# Exercice I

### Réaliser un correcteur d'orthographe en python pour la langue anglaise en se basant sur l'algorithme implémenté dans les TPs.

In [1]:
import pandas as pd
import numpy as np
import nltk
from nltk.corpus import brown
from collections import Counter

In [2]:
nltk.download('brown')

[nltk_data] Downloading package brown to /root/nltk_data...
[nltk_data]   Unzipping corpora/brown.zip.


True

In [3]:
vocab = list(brown.words())
vocab = [v.lower() for v in vocab]
vocab[:5]

['the', 'fulton', 'county', 'grand', 'jury']

Preprocessing

In [4]:
word_count_dict = Counter(vocab)
type(word_count_dict)

collections.Counter

In [5]:
def get_probs(word_count_dict):
    '''
    Input:
        word_count_dict: The wordcount dictionary where key is the word and value is its frequency.
    Output:
        probs: A dictionary where keys are the words and the values are the probability that a word will occur. 
    '''
    probs = {}  # return this variable correctly
    
    ### START CODE HERE ###
    m = sum(word_count_dict.values())
    for key in word_count_dict.keys():
        probs[key] = word_count_dict[key] / m
    ### END CODE HERE ###
    return probs

In [6]:
probs = get_probs(word_count_dict)
type(probs)


dict

In [7]:
def generate_candidates_by_one_edit(word):
    alphabet = 'abcdefghijklmnopqrstuvwxyz'
    
    splits = [(word[:i], word[i:]) for i in range(len(word) + 1)]
    deletes = [left + right[1:] for left, right in splits if right]
    switchs = [left + right[1] + right[0] + right[2:] for left, right in splits if len(right) > 1]
    replaces = [left + c + right[1:] for left, right in splits if right for c in alphabet]
    inserts = [left + c + right for left, right in splits for c in alphabet]
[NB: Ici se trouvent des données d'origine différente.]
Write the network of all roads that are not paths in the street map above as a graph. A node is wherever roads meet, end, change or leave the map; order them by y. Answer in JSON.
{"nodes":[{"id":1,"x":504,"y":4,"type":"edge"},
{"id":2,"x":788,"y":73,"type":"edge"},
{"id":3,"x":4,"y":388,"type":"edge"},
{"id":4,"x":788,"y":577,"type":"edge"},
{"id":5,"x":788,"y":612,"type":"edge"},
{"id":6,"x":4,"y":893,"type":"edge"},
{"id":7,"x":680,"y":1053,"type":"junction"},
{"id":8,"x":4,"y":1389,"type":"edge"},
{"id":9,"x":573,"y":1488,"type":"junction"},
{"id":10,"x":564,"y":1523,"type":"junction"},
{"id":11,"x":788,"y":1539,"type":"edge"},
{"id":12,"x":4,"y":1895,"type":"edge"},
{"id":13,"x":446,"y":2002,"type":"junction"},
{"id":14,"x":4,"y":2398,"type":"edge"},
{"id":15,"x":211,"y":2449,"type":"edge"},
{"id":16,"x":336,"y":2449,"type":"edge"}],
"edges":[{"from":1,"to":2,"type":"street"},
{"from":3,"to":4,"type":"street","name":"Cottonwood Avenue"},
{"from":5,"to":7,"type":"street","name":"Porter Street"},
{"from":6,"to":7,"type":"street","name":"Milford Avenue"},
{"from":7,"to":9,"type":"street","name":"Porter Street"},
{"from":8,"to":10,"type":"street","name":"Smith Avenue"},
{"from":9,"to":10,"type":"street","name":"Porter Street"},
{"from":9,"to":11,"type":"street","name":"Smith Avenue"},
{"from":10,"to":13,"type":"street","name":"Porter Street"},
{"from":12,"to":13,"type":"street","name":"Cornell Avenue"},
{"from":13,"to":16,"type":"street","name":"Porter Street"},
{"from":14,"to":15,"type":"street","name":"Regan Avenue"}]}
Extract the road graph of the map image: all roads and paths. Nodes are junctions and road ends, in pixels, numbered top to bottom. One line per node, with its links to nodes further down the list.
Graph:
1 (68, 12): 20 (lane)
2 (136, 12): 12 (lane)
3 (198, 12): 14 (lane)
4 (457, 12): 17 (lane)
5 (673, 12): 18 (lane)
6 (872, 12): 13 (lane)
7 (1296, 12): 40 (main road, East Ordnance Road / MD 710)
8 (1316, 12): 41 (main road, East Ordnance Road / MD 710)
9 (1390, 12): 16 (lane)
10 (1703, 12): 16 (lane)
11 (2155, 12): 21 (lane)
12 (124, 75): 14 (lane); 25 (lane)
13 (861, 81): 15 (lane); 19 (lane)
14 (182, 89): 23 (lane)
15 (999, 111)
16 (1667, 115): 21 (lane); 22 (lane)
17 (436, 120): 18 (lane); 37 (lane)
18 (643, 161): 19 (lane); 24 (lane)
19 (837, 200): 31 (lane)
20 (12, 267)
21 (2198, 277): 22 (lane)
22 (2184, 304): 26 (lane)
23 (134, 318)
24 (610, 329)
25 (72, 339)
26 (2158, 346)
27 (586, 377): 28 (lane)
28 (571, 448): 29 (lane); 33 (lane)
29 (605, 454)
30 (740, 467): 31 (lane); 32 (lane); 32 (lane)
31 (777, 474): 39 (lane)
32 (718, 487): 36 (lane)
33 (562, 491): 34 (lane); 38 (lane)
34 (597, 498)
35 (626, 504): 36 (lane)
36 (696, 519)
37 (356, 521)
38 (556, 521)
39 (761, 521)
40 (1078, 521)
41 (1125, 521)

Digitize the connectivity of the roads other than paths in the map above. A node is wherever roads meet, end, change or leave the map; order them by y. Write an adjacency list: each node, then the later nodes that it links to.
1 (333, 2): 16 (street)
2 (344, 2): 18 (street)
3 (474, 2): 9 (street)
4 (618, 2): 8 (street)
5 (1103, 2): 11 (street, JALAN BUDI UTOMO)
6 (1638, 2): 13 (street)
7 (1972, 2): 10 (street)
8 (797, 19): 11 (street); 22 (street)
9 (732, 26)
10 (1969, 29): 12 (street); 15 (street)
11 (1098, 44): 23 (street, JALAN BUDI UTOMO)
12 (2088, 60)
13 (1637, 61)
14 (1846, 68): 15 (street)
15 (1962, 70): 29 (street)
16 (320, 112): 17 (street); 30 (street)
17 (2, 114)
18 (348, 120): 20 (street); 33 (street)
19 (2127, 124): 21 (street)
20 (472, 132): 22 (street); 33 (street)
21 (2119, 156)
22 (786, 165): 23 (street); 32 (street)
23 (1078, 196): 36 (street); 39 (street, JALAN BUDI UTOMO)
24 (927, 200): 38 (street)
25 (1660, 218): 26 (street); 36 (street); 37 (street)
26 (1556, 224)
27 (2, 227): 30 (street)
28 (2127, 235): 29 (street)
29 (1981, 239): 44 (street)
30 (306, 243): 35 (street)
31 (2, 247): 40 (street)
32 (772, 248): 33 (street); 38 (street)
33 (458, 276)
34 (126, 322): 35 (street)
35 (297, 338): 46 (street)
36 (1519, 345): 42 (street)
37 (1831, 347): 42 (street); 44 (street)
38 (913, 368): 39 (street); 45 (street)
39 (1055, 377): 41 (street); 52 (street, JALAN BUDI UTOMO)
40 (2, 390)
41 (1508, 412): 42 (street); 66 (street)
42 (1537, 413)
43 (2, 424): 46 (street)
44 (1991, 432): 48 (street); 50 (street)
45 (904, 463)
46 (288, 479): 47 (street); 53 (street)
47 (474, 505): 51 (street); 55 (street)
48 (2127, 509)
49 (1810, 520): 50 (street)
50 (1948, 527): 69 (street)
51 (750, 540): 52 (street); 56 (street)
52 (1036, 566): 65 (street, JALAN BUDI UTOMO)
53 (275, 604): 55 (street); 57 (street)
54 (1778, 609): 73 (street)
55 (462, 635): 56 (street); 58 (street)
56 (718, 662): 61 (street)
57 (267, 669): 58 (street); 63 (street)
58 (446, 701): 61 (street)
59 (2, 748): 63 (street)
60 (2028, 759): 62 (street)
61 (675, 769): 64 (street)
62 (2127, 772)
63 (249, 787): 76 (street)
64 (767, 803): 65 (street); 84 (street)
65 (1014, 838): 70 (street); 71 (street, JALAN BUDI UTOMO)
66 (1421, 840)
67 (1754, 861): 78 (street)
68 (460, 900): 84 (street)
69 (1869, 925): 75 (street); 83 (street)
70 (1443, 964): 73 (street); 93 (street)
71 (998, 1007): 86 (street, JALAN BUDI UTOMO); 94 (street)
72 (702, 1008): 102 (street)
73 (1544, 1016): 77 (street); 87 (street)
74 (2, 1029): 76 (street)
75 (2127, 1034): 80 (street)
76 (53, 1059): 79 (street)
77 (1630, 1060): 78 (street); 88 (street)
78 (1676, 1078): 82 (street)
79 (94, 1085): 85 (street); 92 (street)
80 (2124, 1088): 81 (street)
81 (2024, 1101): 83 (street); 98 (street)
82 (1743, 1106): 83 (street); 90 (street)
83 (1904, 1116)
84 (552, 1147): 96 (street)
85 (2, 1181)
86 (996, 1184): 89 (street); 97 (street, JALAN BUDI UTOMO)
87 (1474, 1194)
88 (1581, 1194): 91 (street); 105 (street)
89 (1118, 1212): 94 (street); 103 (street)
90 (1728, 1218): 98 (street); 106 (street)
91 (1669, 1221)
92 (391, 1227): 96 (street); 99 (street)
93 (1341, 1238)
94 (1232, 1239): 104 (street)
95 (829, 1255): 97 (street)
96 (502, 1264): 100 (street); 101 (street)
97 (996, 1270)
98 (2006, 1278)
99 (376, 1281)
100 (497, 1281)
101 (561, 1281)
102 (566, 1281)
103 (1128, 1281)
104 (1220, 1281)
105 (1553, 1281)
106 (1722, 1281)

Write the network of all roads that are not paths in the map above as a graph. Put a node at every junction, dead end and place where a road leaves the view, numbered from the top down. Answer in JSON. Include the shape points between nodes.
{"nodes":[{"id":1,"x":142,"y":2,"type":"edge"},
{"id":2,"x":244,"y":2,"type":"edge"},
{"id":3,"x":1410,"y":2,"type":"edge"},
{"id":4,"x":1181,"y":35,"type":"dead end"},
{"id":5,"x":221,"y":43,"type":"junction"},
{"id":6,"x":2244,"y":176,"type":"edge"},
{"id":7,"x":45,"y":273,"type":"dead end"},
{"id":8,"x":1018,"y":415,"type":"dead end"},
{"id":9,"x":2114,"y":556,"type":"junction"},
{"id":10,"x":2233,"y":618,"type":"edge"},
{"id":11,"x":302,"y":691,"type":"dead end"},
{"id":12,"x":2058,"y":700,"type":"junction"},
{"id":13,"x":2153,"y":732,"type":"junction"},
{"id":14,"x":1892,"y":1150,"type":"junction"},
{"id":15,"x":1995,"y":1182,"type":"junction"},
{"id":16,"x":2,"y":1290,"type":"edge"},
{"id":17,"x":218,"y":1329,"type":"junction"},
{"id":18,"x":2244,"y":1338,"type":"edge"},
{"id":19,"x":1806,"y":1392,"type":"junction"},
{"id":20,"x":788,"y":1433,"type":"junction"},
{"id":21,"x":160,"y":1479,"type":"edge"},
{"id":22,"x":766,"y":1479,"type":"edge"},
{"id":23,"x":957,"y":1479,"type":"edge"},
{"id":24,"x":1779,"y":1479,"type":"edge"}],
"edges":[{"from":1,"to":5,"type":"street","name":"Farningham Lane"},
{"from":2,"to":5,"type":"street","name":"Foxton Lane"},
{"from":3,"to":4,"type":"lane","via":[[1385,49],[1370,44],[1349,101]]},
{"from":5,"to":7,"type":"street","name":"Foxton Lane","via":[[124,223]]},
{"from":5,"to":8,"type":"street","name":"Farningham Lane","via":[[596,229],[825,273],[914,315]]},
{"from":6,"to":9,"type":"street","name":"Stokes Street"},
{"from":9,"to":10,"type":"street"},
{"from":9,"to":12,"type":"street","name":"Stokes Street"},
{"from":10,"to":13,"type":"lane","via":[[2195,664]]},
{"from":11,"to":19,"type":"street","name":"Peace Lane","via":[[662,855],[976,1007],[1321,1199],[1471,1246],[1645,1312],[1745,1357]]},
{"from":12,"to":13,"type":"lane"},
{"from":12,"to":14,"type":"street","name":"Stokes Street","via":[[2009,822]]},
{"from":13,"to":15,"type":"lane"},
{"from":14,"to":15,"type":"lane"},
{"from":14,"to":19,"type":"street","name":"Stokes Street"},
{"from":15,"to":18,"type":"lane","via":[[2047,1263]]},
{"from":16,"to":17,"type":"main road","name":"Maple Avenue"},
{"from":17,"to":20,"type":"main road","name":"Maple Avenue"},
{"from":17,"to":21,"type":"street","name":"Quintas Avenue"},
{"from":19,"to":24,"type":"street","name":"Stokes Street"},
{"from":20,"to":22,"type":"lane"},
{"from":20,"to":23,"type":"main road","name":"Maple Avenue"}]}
    return set(deletes + switchs + replaces + inserts)

In [8]:
cand = generate_candidates_by_one_edit('sould')
type(cand)

set

In [9]:
def get_candidate_by_two_edit(word):
    edit_two_set = set()
    edit_one = generate_candidates_by_one_edit(word)
    for dandidates in edit_one:
        edit_two = generate_candidates_by_one_edit(dandidates)
        edit_two_set.update(edit_two)
    return edit_two_set

In [10]:
edited_twice = get_candidate_by_two_edit('sould')
print(len(edited_twice))

36860


In [11]:
def get_candidate_by_three_edit(word):
  edit_three_set = set()
  edit_two = get_candidate_by_two_edit(word)
  for candidates in edit_two:
    edit_three = generate_candidates_by_one_edit(candidates)
    edit_three_set.update(edit_three)
  return edit_three_set

In [12]:
def get_valid_corrections(word,vocab):
  # candidates = get_candidate_by_two_edit(word)
  # valid_candidates=[]
  suggestions = list((word in vocab and word) or 
                     generate_candidates_by_one_edit(word).intersection(vocab) or 
                     get_candidate_by_two_edit(word).intersection(vocab) or 
                     get_candidate_by_three_edit(word).intersection(vocab))
  # for cand in candidates:
  #   if cand in vocab:
  #     valid_candidates.append(cand)
  # valid_candidates = [candidate for candidate in candidates if candidate in vocab]
  
  return suggestions

In [13]:
get_valid_corrections('sould',vocab)

['gould',
 'soul',
 'mould',
 'sold',
 'sound',
 'should',
 'could',
 'ould',
 'would',
 'shuld',
 'souls',
 'soule']

In [14]:
import re

In [15]:
def q1_solution(text,vocab):
  words = re.findall(r'\w+', text.lower())
  corrected_text=''
  for word in words:
    if word not in vocab :
      corrected_word = get_valid_corrections(word, vocab)
      if len(corrected_word) == 1:
        print("miss spelled word detected ("+word+") the suggested corrections is :"+ str(corrected_word))
      else:
        print("miss spelled word detected ("+word+") the suggested corrections are :"+ str(corrected_word))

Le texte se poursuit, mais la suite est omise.